The study, published in Neuropsychopharmacology, also shows that bipolar patients treated with lithium – the main medication for the illness – have longer telomeres (a sign of slower biological ageing) compared to bipolar disorder patients not treated with lithium. This suggests that the drug may mask the ageing effects associated with bipolar disorder, or even help to reverse it.
Faster ageing at the biological level could explain why rates of ageing-related diseases such as cardiovascular disease, type-2 diabetes and obesity are higher amongst bipolar disorder patients. However, more research is needed in the relatives of bipolar disorder patients to better understand if they are also at a higher risk for ageing-related diseases.
Unaffected first-degree relatives represent a group of individuals at risk for bipolar disorder who have not been treated with medications, so studying them may represent a truer reflection of the relationship between ageing and bipolar disorder. To measure biological ageing, the researchers studied a feature of chromosomes called telomeres in 63 patients with bipolar disorder, 74 first-degree relatives and 80 unrelated healthy people.
Telomeres sit on the end of our chromosomes and act like ‘caps’, protecting the strands of DNA stored inside each of our cells as we age. Telomeres shorten each time a cell divides to make new cells, until they are so short that they are totally degraded and cells are no longer able to replicate. Telomere length therefore acts as a marker of biological age, with shortened telomeres representing older cells, and commonly older individuals.

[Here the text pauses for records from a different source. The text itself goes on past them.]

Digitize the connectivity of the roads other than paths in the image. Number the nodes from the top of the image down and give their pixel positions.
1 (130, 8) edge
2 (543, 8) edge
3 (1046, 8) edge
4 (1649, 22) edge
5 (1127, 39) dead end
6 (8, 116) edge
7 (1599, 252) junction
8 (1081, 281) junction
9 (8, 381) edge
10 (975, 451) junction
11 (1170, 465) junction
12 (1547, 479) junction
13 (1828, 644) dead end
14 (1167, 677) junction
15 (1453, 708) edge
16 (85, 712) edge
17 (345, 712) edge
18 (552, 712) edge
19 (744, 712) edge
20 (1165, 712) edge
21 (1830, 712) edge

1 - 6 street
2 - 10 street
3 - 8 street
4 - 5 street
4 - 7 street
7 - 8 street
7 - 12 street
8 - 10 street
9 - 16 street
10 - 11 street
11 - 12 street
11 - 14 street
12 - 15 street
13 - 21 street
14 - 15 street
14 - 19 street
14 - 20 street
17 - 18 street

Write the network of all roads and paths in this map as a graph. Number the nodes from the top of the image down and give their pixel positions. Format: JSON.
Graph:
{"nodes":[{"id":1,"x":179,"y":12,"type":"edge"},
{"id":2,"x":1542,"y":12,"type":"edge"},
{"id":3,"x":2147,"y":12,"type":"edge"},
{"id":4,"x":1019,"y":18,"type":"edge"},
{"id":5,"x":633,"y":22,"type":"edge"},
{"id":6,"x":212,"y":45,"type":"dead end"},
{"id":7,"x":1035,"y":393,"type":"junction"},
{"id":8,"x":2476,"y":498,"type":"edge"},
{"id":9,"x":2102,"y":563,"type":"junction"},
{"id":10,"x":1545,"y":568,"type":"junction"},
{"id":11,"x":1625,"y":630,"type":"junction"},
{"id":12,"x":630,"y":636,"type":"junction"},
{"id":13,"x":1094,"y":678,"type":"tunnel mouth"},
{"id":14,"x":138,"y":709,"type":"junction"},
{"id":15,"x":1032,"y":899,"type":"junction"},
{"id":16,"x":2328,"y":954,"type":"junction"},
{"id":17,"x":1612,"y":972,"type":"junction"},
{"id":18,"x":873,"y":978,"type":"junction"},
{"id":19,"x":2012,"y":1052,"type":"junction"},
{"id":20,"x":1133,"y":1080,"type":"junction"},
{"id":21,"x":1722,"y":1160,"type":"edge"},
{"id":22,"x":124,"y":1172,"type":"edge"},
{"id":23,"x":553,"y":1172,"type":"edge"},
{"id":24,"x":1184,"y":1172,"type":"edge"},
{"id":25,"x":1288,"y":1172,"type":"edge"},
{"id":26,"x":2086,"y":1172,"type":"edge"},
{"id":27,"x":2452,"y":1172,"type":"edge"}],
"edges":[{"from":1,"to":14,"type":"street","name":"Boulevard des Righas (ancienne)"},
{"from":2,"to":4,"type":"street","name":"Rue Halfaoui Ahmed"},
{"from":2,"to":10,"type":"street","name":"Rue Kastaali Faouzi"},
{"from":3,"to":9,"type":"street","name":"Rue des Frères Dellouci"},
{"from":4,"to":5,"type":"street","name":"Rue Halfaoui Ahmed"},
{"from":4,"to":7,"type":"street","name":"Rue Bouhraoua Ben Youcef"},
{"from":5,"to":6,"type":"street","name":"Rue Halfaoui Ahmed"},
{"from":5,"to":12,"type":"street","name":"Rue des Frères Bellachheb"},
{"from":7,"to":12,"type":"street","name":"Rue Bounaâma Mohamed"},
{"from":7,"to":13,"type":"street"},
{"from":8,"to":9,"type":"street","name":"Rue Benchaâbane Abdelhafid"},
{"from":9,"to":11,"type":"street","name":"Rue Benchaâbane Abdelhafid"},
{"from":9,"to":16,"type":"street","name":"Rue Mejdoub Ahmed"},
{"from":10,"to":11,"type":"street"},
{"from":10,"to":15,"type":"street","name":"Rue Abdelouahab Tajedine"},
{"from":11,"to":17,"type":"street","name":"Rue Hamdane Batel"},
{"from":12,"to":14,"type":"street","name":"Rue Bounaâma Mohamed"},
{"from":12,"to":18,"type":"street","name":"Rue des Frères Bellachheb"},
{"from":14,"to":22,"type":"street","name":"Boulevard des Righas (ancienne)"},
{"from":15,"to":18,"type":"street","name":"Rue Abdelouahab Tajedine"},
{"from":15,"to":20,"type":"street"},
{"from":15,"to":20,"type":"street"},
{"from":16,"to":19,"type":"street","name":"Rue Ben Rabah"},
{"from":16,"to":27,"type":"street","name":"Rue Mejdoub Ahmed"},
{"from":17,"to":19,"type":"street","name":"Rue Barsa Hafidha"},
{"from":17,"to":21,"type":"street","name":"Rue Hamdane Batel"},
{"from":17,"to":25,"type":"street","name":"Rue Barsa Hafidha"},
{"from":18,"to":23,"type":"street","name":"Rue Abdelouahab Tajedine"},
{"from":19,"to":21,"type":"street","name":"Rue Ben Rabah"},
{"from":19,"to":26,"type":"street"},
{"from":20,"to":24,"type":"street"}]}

The rate at which telomeres shorten across our lifespan can vary, based on a range of environmental and genetic factors. This means that two unrelated people of the same chronological age may not be the same age biologically.
The researchers from King’s College London and the Icahn School of Medicine at Mount Sinai found that healthy relatives of bipolar patients had shorter telomeres compared to healthy controls (who had no risk for the disorder running in their family). This suggests that genetic or environmental factors associated with family risk for bipolar disorder are also linked to faster biological ageing.
They also conducted MRI (magnetic resonance imaging) scans to explore the relationship between telomere length and brain structure, particularly in the hippocampus, an area of the brain involved in the regulation of mood. They discovered that higher rates of biological ageing (i.e. shorter telomeres) were associated with having a smaller hippocampus.
The study authors suggest that a reduction in telomere length may be associated with a reduced ability of new brain cells to grow in the hippocampus, which can reduce the size of the hippocampus and consequently increase risk for mood disorders such as bipolar disorder.
Dr Timothy Powell, first author of the study, from the Institute of Psychiatry, Psychology & Neuroscience (IoPPN) at King’s College London, said: ‘Our study provides the first evidence that familial risk for bipolar disorder is associated with shorter telomeres, which may explain why bipolar disorder patients are also at a greater risk for ageing-related diseases.
‘We still need to dissect the environmental and genetic contributions to shortened telomeres in those at high risk for bipolar disorder. For instance, do those at risk for bipolar disorder carry genes predisposing them to faster biological ageing, or are they more likely to partake in environmental factors which promote ageing (e.g. smoking, poor diet)? Identifying modifiable risk factors to prevent advanced ageing would be a really important next step.’
Dr Sophia Frangou, co-senior author of the study, from the Icahn School of Medicine at Mount Sinai, said: ‘Our study shows that telomere length is a promising biomarker of biological ageing and susceptibility to disease in the context of bipolar disorder. Moreover, it suggests that proteins which protect against telomere shortening may provide novel treatment targets for people with bipolar disorder and those predisposed to it.’